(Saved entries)
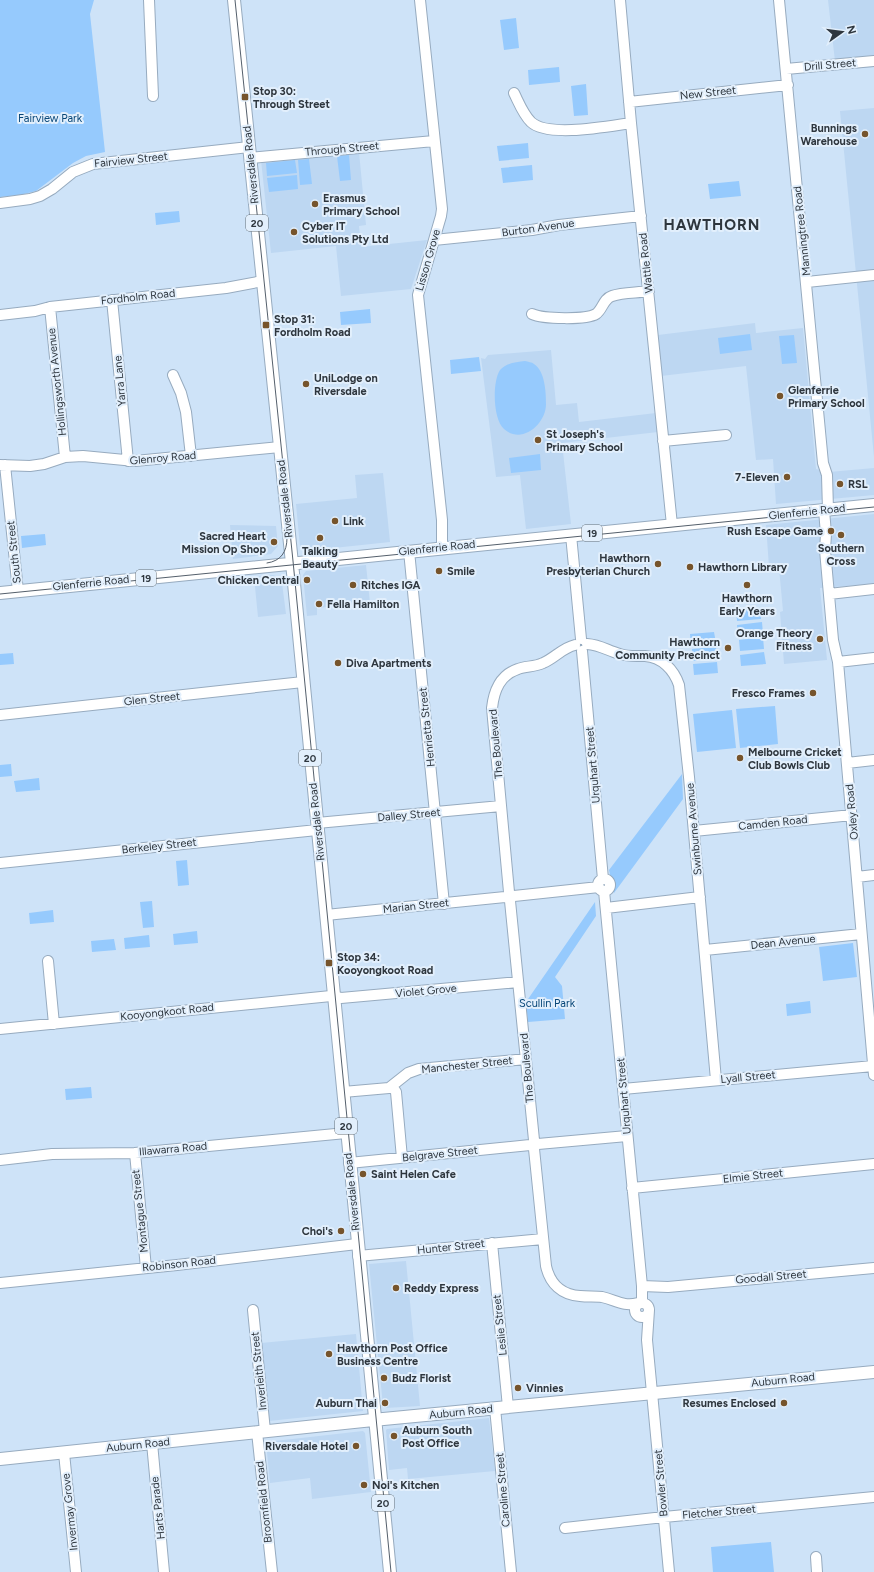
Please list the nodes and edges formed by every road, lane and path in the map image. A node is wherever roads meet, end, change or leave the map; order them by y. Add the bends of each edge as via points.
1 (149, 0) edge
2 (234, 0) edge
3 (420, 0) edge
4 (620, 0) edge
5 (779, 0) edge
6 (874, 61) edge
7 (786, 69) junction
8 (788, 85) junction
9 (514, 93) dead end
10 (153, 96) dead end
11 (629, 102) junction
12 (631, 123) junction
13 (434, 140) junction
14 (250, 153) junction
15 (0, 203) edge
16 (641, 216) junction
17 (434, 240) junction
18 (874, 275) edge
19 (807, 282) junction
20 (263, 285) junction
21 (649, 291) junction
22 (112, 300) junction
23 (50, 307) junction
24 (0, 309) edge
25 (532, 314) dead end
26 (0, 315) edge
27 (173, 375) dead end
28 (726, 434) dead end
29 (663, 441) junction
30 (280, 447) junction
31 (191, 456) junction
32 (65, 457) junction
33 (128, 461) junction
34 (3, 465) edge
35 (874, 505) edge
36 (822, 510) junction
37 (672, 525) junction
38 (571, 535) junction
39 (445, 548) junction
40 (409, 551) junction
41 (292, 563) junction
42 (874, 589) edge
43 (18, 591) junction
44 (0, 593) edge
45 (829, 594) junction
46 (581, 645) junction
47 (874, 658) edge
48 (838, 662) junction
49 (303, 682) junction
50 (0, 715) edge
51 (874, 760) edge
52 (847, 763) junction
53 (501, 806) junction
54 (436, 812) junction
55 (852, 815) junction
56 (317, 826) junction
57 (694, 831) junction
58 (0, 863) edge
59 (874, 875) edge
60 (857, 877) junction
61 (602, 885) junction
62 (510, 897) junction
63 (700, 897) junction
64 (444, 904) junction
65 (606, 908) junction
66 (326, 915) junction
67 (861, 934) junction
68 (705, 950) junction
69 (48, 961) dead end
70 (518, 982) junction
71 (870, 985) edge
72 (333, 996) junction
73 (54, 1024) junction
74 (0, 1029) edge
75 (526, 1059) junction
76 (874, 1071) edge
77 (716, 1080) junction
78 (392, 1086) junction
79 (623, 1089) junction
80 (343, 1092) junction
81 (346, 1133) junction
82 (627, 1136) junction
83 (534, 1145) junction
84 (135, 1153) junction
85 (402, 1158) junction
86 (0, 1160) edge
87 (349, 1163) junction
88 (874, 1164) edge
89 (632, 1188) junction
90 (543, 1239) junction
91 (492, 1243) junction
92 (358, 1250) junction
93 (146, 1268) junction
94 (874, 1268) edge
95 (0, 1283) edge
96 (643, 1299) junction
97 (611, 1300) junction
98 (253, 1310) dead end
99 (639, 1317) junction
100 (647, 1340) junction
101 (874, 1372) edge
102 (653, 1393) junction
103 (508, 1407) junction
104 (495, 1408) junction
105 (375, 1420) junction
106 (261, 1432) junction
107 (152, 1443) junction
108 (64, 1453) junction
109 (0, 1459) edge
110 (874, 1497) edge
111 (664, 1517) junction
112 (565, 1528) dead end
113 (816, 1557) dead end
114 (76, 1572) edge
115 (164, 1572) edge
116 (272, 1572) edge
117 (390, 1572) edge
118 (511, 1572) edge
119 (669, 1572) edge
120 (817, 1572) edge

1 - 10 street
2 - 14 main road, Riversdale Road / 20
3 - 13 street, Lisson Grove
4 - 11 street, Wattle Road
5 - 7 street, Manningtree Road
6 - 7 street, Drill Street
7 - 8 street, Manningtree Road
8 - 11 street, New Street
8 - 19 street, Manningtree Road
9 - 12 street via 526,115 542,128 563,130
11 - 12 street, Wattle Road
12 - 16 street, Wattle Road
13 - 14 street, Through Street
13 - 17 street, Lisson Grove via 442,209
14 - 15 street, Fairview Street via 93,164 73,172 40,196
14 - 20 main road, Riversdale Road / 20
16 - 17 street, Burton Avenue
16 - 21 street, Wattle Road
17 - 39 street, Lisson Grove via 418,295
18 - 19 street
19 - 36 street, Manningtree Road via 823,463
20 - 22 street, Fordholm Road
20 - 30 main road, Riversdale Road / 20
21 - 25 street via 612,296 592,315 541,318
21 - 29 street, Wattle Road
22 - 23 street, Fordholm Road
22 - 33 street, Yarra Lane
23 - 24 street, Fordholm Road via 34,305
23 - 26 street, Fordholm Road
23 - 32 street, Hollingsworth Avenue
27 - 31 street via 186,412
28 - 29 street
29 - 37 street, Wattle Road
30 - 31 street, Glenroy Road
30 - 41 main road, Riversdale Road / 20
31 - 33 street, Glenroy Road
32 - 33 street, Glenroy Road via 93,456
32 - 34 street, Glenroy Road via 23,467
34 - 43 street, South Street
35 - 36 main road, Glenferrie Road / 19
36 - 37 main road, Glenferrie Road / 19
36 - 45 street, Oxley Road
37 - 38 main road, Glenferrie Road / 19
38 - 39 main road, Glenferrie Road / 19
38 - 46 street, Urquhart Street
39 - 40 main road, Glenferrie Road / 19
40 - 41 main road, Glenferrie Road / 19
40 - 54 street, Henrietta Street
41 - 43 main road, Glenferrie Road / 19
41 - 49 main road, Riversdale Road / 20
42 - 45 street
43 - 44 main road, Glenferrie Road / 19
45 - 48 street, Oxley Road via 833,640
46 - 53 street, The Boulevard via 567,647 542,664 518,669 506,675 493,695
46 - 57 street, Swinburne Avenue via 596,644 622,655 657,659 673,672 679,685
46 - 61 street, Urquhart Street
47 - 48 street
48 - 52 street, Oxley Road
49 - 50 street, Glen Street
49 - 56 main road, Riversdale Road / 20
51 - 52 street
52 - 55 street, Oxley Road
53 - 54 street, Dalley Street
53 - 62 street, The Boulevard
54 - 56 street, Dalley Street
54 - 64 street, Henrietta Street
55 - 57 street, Camden Road
55 - 60 street, Oxley Road
56 - 58 street, Berkeley Street
56 - 66 main road, Riversdale Road / 20
57 - 63 street, Swinburne Avenue
59 - 60 street
60 - 67 street, Oxley Road
61 - 62 street, Marian Street
61 - 65 street, Urquhart Street
62 - 64 street, Marian Street
62 - 70 street, The Boulevard
63 - 65 street
63 - 68 street, Swinburne Avenue
64 - 66 street, Marian Street
65 - 79 street, Urquhart Street
66 - 72 main road, Riversdale Road / 20
67 - 68 street, Dean Avenue
67 - 71 street, Oxley Road
68 - 77 street, Swinburne Avenue
69 - 73 street
70 - 72 street, Violet Grove via 341,998
70 - 75 street, The Boulevard
71 - 76 street, Oxley Road
72 - 73 street, Kooyongkoot Road
72 - 80 main road, Riversdale Road / 20
73 - 74 street, Kooyongkoot Road
75 - 78 street, Manchester Street via 419,1069 408,1073
75 - 83 street, The Boulevard
76 - 77 street, Lyall Street
77 - 79 street, Lyall Street
78 - 80 street, Manchester Street
78 - 85 street via 396,1092
79 - 82 street, Urquhart Street
80 - 81 main road, Riversdale Road / 20
81 - 84 street, Illawarra Road
81 - 87 main road, Riversdale Road / 20
82 - 83 street, Belgrave Street
82 - 89 street, Urquhart Street
83 - 85 street, Belgrave Street
83 - 90 street, The Boulevard
84 - 86 street, Illawarra Road via 52,1154
84 - 93 street, Montague Street
85 - 87 street, Belgrave Street
87 - 92 main road, Riversdale Road / 20
88 - 89 street, Elmie Street
89 - 96 street, Urquhart Street
90 - 91 street, Hunter Street
90 - 97 street, The Boulevard via 547,1271 558,1289 574,1295
91 - 92 street, Hunter Street
91 - 103 street, Leslie Street
92 - 93 street, Robinson Road
92 - 105 main road, Riversdale Road / 20
93 - 95 street, Robinson Road
94 - 96 street, Goodall Street via 668,1287
96 - 97 street, The Boulevard via 626,1305
96 - 99 street via 646,1315
96 - 100 street, Urquhart Street
97 - 99 street, The Boulevard
98 - 106 street, Inverleith Street
99 - 100 street, Urquhart Street
100 - 102 street, Urquhart Street
101 - 102 main road, Auburn Road
102 - 103 main road, Auburn Road
102 - 111 street, Bowler Street
103 - 104 main road, Auburn Road
104 - 105 main road, Auburn Road
104 - 118 street, Caroline Street
105 - 106 main road, Auburn Road
105 - 117 main road, Riversdale Road / 20
106 - 107 main road, Auburn Road
106 - 116 street, Broomfield Road
107 - 108 main road, Auburn Road
107 - 115 street, Harts Parade
108 - 109 main road, Auburn Road
108 - 114 street, Invermay Grove
110 - 111 street, Fletcher Street
111 - 112 street, Fletcher Street
111 - 119 street, Bowler Street
113 - 120 street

- **TASK STATEMENT**:
Please find each line in the records above that holds the word "Marian", and copy it.

- **WRITTEN RESPONSE**:
61 - 62 street, Marian Street
62 - 64 street, Marian Street
64 - 66 street, Marian Street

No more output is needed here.